• [WHAT NEEDS TO BE DONE]
Please print out every entry below, verbatim.

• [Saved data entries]
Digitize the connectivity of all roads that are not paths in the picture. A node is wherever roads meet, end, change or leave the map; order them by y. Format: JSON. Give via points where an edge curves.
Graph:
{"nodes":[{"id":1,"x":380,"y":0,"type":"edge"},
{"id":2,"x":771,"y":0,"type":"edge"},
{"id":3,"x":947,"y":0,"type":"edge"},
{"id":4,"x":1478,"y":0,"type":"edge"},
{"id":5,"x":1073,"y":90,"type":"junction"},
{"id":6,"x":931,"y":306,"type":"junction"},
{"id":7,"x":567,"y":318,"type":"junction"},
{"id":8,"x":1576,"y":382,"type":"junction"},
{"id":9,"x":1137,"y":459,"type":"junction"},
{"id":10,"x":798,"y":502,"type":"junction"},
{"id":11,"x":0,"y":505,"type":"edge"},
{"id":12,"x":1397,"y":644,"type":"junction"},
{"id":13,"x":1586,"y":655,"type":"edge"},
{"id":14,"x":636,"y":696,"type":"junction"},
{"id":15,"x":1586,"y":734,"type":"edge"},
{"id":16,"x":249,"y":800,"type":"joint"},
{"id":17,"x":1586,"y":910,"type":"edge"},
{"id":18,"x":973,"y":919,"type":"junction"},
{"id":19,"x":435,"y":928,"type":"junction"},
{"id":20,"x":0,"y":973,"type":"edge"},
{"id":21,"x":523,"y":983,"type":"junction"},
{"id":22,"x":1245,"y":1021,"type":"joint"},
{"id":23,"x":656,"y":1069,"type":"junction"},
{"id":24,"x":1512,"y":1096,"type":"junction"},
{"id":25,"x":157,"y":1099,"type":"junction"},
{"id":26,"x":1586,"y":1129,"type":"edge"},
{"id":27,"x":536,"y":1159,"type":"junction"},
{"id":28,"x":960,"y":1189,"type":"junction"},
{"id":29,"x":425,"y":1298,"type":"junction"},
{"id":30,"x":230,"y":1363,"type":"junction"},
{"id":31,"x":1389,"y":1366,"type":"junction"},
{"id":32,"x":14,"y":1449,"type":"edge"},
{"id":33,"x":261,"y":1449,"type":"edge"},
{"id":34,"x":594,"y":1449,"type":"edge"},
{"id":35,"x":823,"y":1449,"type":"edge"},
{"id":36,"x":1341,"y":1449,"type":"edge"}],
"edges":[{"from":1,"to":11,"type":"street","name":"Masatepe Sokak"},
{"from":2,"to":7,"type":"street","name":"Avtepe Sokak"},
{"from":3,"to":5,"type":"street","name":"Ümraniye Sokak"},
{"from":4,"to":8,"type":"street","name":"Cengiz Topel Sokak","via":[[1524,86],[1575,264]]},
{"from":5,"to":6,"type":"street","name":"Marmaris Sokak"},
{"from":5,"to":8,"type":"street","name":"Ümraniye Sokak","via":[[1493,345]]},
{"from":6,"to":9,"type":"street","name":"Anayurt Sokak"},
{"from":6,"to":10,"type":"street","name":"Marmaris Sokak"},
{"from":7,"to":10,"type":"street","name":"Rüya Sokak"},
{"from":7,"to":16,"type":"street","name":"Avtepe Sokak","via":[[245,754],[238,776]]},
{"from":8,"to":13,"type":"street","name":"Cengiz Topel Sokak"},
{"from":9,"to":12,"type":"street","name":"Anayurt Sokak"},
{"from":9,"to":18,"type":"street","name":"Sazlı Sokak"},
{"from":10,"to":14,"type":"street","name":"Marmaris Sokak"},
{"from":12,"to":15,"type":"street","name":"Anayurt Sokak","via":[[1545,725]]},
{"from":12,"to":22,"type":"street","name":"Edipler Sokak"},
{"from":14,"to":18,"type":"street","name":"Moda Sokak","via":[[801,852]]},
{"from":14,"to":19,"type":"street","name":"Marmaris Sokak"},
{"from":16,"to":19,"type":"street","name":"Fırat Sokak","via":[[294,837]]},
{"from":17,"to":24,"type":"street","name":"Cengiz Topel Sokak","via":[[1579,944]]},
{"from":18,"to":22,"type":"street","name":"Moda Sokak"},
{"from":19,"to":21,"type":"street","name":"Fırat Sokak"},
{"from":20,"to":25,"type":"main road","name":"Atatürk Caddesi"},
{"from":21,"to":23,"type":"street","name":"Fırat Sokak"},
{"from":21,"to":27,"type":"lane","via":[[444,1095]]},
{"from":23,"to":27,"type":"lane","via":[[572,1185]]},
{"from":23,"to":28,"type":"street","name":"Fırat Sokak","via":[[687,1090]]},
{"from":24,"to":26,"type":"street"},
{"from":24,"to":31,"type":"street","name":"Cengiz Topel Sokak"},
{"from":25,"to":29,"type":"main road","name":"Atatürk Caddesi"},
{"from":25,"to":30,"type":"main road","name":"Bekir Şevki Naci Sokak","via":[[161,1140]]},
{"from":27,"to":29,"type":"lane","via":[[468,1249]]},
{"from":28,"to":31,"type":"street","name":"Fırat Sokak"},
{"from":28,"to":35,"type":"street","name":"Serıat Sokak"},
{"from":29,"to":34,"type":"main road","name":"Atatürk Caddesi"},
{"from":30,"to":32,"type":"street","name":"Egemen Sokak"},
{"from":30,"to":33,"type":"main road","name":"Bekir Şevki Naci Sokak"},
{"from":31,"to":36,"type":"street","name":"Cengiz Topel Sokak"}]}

• [TASK ANSWER]
Digitize the connectivity of all roads that are not paths in the picture. A node is wherever roads meet, end, change or leave the map; order them by y. Format: JSON. Give via points where an edge curves.
Graph:
{"nodes":[{"id":1,"x":380,"y":0,"type":"edge"},
{"id":2,"x":771,"y":0,"type":"edge"},
{"id":3,"x":947,"y":0,"type":"edge"},
{"id":4,"x":1478,"y":0,"type":"edge"},
{"id":5,"x":1073,"y":90,"type":"junction"},
{"id":6,"x":931,"y":306,"type":"junction"},
{"id":7,"x":567,"y":318,"type":"junction"},
{"id":8,"x":1576,"y":382,"type":"junction"},
{"id":9,"x":1137,"y":459,"type":"junction"},
{"id":10,"x":798,"y":502,"type":"junction"},
{"id":11,"x":0,"y":505,"type":"edge"},
{"id":12,"x":1397,"y":644,"type":"junction"},
{"id":13,"x":1586,"y":655,"type":"edge"},
{"id":14,"x":636,"y":696,"type":"junction"},
{"id":15,"x":1586,"y":734,"type":"edge"},
{"id":16,"x":249,"y":800,"type":"joint"},
{"id":17,"x":1586,"y":910,"type":"edge"},
{"id":18,"x":973,"y":919,"type":"junction"},
{"id":19,"x":435,"y":928,"type":"junction"},
{"id":20,"x":0,"y":973,"type":"edge"},
{"id":21,"x":523,"y":983,"type":"junction"},
{"id":22,"x":1245,"y":1021,"type":"joint"},
{"id":23,"x":656,"y":1069,"type":"junction"},
{"id":24,"x":1512,"y":1096,"type":"junction"},
{"id":25,"x":157,"y":1099,"type":"junction"},
{"id":26,"x":1586,"y":1129,"type":"edge"},
{"id":27,"x":536,"y":1159,"type":"junction"},
{"id":28,"x":960,"y":1189,"type":"junction"},
{"id":29,"x":425,"y":1298,"type":"junction"},
{"id":30,"x":230,"y":1363,"type":"junction"},
{"id":31,"x":1389,"y":1366,"type":"junction"},
{"id":32,"x":14,"y":1449,"type":"edge"},
{"id":33,"x":261,"y":1449,"type":"edge"},
{"id":34,"x":594,"y":1449,"type":"edge"},
{"id":35,"x":823,"y":1449,"type":"edge"},
{"id":36,"x":1341,"y":1449,"type":"edge"}],
"edges":[{"from":1,"to":11,"type":"street","name":"Masatepe Sokak"},
{"from":2,"to":7,"type":"street","name":"Avtepe Sokak"},
{"from":3,"to":5,"type":"street","name":"Ümraniye Sokak"},
{"from":4,"to":8,"type":"street","name":"Cengiz Topel Sokak","via":[[1524,86],[1575,264]]},
{"from":5,"to":6,"type":"street","name":"Marmaris Sokak"},
{"from":5,"to":8,"type":"street","name":"Ümraniye Sokak","via":[[1493,345]]},
{"from":6,"to":9,"type":"street","name":"Anayurt Sokak"},
{"from":6,"to":10,"type":"street","name":"Marmaris Sokak"},
{"from":7,"to":10,"type":"street","name":"Rüya Sokak"},
{"from":7,"to":16,"type":"street","name":"Avtepe Sokak","via":[[245,754],[238,776]]},
{"from":8,"to":13,"type":"street","name":"Cengiz Topel Sokak"},
{"from":9,"to":12,"type":"street","name":"Anayurt Sokak"},
{"from":9,"to":18,"type":"street","name":"Sazlı Sokak"},
{"from":10,"to":14,"type":"street","name":"Marmaris Sokak"},
{"from":12,"to":15,"type":"street","name":"Anayurt Sokak","via":[[1545,725]]},
{"from":12,"to":22,"type":"street","name":"Edipler Sokak"},
{"from":14,"to":18,"type":"street","name":"Moda Sokak","via":[[801,852]]},
{"from":14,"to":19,"type":"street","name":"Marmaris Sokak"},
{"from":16,"to":19,"type":"street","name":"Fırat Sokak","via":[[294,837]]},
{"from":17,"to":24,"type":"street","name":"Cengiz Topel Sokak","via":[[1579,944]]},
{"from":18,"to":22,"type":"street","name":"Moda Sokak"},
{"from":19,"to":21,"type":"street","name":"Fırat Sokak"},
{"from":20,"to":25,"type":"main road","name":"Atatürk Caddesi"},
{"from":21,"to":23,"type":"street","name":"Fırat Sokak"},
{"from":21,"to":27,"type":"lane","via":[[444,1095]]},
{"from":23,"to":27,"type":"lane","via":[[572,1185]]},
{"from":23,"to":28,"type":"street","name":"Fırat Sokak","via":[[687,1090]]},
{"from":24,"to":26,"type":"street"},
{"from":24,"to":31,"type":"street","name":"Cengiz Topel Sokak"},
{"from":25,"to":29,"type":"main road","name":"Atatürk Caddesi"},
{"from":25,"to":30,"type":"main road","name":"Bekir Şevki Naci Sokak","via":[[161,1140]]},
{"from":27,"to":29,"type":"lane","via":[[468,1249]]},
{"from":28,"to":31,"type":"street","name":"Fırat Sokak"},
{"from":28,"to":35,"type":"street","name":"Serıat Sokak"},
{"from":29,"to":34,"type":"main road","name":"Atatürk Caddesi"},
{"from":30,"to":32,"type":"street","name":"Egemen Sokak"},
{"from":30,"to":33,"type":"main road","name":"Bekir Şevki Naci Sokak"},
{"from":31,"to":36,"type":"street","name":"Cengiz Topel Sokak"}]}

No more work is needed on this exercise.